Oh yes, that was scrumptious.

Dinner was two cheese and two bean enchiladas with a handmade sauce. They were a perfect team as Aidan did the cooking and Chloe put everything together and arranged it all.


I may never cook again.

Thursday, July 7, 2011


Today is deliciously rainy. But yesterday was perfectly sunny. And what better way to spend a sunny summery afternoon than shelling peas with two of my favorite people.


With a cup of Portland's Stumptown coffee in hand, and the table overflowing with a symphony of green peas, fava beans, and colorful bowls.


Grubby little hands, earned from playing in the garden, alternated between filling the bowls and filling their mouths.

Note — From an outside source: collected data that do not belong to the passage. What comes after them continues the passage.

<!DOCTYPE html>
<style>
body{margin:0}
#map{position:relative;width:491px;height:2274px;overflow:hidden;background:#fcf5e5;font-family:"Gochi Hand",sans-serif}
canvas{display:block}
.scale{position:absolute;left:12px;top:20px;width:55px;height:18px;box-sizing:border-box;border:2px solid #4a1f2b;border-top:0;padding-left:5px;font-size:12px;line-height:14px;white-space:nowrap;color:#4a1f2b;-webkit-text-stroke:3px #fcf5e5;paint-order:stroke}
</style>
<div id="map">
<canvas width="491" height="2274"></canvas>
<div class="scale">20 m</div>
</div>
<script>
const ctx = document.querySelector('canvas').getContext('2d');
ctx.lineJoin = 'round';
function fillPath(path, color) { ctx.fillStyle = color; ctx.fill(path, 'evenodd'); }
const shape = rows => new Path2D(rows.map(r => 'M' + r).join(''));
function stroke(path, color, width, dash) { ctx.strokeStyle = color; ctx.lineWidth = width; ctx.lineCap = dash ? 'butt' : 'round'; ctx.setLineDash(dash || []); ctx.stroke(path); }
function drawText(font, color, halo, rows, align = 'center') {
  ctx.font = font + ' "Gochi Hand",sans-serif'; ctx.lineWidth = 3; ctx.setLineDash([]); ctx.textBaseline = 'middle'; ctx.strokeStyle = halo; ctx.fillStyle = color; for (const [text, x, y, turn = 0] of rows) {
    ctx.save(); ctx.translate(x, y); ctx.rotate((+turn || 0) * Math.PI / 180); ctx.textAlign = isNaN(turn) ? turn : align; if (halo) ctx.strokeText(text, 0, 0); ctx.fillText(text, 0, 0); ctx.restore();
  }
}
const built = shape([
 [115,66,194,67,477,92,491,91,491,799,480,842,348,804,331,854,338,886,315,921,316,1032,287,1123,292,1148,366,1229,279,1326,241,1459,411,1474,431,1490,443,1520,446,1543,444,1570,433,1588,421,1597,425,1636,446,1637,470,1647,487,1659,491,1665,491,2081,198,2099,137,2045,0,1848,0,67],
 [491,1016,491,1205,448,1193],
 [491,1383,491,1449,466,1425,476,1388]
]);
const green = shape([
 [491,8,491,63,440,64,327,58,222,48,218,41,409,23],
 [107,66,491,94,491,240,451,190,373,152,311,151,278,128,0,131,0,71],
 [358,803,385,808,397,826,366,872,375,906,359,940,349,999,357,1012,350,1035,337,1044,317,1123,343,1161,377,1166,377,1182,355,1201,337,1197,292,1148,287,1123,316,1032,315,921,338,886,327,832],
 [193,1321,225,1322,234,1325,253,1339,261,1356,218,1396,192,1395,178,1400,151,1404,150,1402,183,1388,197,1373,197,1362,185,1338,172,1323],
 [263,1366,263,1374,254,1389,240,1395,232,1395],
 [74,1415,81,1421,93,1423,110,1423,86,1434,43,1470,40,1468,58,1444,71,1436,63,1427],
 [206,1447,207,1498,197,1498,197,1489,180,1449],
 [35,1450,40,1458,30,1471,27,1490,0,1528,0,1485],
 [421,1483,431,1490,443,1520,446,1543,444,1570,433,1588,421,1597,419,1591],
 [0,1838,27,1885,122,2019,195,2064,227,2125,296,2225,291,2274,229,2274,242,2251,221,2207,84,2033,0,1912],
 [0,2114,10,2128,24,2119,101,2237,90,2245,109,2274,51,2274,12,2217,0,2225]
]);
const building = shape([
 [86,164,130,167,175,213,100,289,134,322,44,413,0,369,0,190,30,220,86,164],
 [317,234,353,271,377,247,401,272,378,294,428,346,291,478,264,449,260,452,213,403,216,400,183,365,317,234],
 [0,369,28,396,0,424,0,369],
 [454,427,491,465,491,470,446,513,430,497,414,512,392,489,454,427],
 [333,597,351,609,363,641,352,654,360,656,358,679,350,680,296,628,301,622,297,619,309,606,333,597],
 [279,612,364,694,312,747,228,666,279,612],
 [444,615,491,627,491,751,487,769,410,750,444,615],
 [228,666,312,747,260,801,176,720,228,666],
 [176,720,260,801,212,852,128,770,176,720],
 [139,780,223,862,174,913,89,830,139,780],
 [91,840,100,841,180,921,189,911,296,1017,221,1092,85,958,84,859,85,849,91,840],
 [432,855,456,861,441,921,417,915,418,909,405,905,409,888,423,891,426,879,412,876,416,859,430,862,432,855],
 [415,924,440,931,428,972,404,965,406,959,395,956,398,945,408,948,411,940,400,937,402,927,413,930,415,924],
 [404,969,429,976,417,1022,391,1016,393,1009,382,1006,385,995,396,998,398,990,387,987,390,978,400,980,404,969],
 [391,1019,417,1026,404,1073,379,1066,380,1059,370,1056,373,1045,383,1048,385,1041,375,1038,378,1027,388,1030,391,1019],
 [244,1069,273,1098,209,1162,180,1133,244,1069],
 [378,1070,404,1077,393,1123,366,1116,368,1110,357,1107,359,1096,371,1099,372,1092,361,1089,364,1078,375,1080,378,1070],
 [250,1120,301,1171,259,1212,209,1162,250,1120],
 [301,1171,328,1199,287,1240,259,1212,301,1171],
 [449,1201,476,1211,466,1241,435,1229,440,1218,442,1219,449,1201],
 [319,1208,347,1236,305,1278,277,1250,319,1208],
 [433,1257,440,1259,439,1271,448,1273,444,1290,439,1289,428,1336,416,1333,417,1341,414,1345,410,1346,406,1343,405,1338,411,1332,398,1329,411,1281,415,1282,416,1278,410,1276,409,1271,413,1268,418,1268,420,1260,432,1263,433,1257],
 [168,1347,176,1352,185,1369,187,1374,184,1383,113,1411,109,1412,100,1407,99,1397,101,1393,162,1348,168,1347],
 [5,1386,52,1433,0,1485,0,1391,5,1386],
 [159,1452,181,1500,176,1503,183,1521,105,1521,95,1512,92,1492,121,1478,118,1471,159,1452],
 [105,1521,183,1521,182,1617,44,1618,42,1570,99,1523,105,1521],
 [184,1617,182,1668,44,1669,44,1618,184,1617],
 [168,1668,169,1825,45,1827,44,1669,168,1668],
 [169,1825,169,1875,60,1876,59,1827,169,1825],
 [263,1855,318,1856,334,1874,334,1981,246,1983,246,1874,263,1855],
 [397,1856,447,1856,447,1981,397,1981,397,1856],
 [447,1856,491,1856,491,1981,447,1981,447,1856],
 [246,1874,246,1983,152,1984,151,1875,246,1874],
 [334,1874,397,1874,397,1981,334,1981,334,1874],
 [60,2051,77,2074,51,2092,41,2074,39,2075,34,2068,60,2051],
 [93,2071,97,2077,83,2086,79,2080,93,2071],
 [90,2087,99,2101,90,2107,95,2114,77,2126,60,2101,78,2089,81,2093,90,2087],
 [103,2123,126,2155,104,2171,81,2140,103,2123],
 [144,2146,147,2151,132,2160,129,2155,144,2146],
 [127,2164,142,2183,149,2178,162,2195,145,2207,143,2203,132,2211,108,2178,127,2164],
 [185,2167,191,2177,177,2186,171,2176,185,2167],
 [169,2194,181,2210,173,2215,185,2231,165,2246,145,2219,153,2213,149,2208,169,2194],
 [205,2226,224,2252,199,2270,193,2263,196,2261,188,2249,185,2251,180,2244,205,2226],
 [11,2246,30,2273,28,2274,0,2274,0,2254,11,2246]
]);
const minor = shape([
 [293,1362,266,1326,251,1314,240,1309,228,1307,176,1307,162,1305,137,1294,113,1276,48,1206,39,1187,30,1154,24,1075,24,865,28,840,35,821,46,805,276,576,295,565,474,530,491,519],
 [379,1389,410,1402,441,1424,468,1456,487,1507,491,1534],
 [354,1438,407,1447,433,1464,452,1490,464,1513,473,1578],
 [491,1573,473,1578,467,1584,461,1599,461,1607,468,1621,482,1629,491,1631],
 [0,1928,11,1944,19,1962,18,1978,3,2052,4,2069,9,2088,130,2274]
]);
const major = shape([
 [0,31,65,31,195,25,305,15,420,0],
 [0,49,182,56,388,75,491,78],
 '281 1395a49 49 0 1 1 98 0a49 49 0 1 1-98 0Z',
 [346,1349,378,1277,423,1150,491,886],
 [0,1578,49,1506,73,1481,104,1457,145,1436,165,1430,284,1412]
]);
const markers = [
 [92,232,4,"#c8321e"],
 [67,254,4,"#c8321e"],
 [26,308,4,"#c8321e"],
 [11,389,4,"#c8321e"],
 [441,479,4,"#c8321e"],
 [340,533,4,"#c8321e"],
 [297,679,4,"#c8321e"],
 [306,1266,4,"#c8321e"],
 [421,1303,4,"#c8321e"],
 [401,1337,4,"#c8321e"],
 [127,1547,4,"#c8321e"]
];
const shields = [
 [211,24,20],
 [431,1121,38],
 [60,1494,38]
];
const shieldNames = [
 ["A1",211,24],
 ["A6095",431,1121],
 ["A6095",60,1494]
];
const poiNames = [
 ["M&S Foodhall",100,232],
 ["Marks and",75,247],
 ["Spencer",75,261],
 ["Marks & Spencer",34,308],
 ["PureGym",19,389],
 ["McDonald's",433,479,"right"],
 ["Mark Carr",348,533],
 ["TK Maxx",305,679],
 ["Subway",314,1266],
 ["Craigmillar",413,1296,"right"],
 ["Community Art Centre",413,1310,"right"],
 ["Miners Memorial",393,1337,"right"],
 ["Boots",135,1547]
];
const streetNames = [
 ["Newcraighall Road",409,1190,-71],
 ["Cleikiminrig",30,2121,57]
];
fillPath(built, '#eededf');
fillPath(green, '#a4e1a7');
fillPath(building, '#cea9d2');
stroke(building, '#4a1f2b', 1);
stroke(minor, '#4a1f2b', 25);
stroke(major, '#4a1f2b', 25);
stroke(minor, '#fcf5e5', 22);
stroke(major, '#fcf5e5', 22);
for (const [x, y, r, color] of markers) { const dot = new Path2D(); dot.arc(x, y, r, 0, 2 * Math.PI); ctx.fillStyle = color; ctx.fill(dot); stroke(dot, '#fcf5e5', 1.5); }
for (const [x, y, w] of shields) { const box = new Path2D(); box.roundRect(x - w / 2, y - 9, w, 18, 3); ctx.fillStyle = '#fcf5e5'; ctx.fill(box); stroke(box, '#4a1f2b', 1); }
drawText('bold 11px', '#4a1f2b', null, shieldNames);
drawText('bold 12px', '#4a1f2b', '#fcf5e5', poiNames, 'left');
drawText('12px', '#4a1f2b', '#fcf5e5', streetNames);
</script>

It still amazes to remember that first little pea shoot that has sprung into a table full of sweet pods that, according to Aidan at least, taste like vanilla ice cream.

Wednesday, July 6, 2011

A Happy Egg

A friend asked me how our newly laid eggs tasted. (Both of the Buffs are duly cranking out eggs after starting to lay on the very same day) The eggs are still quite small. But with a recent diet of mangos, strawberries (they were on sale) and hand fed peas and greens from the garden; our eggs tasted: happy.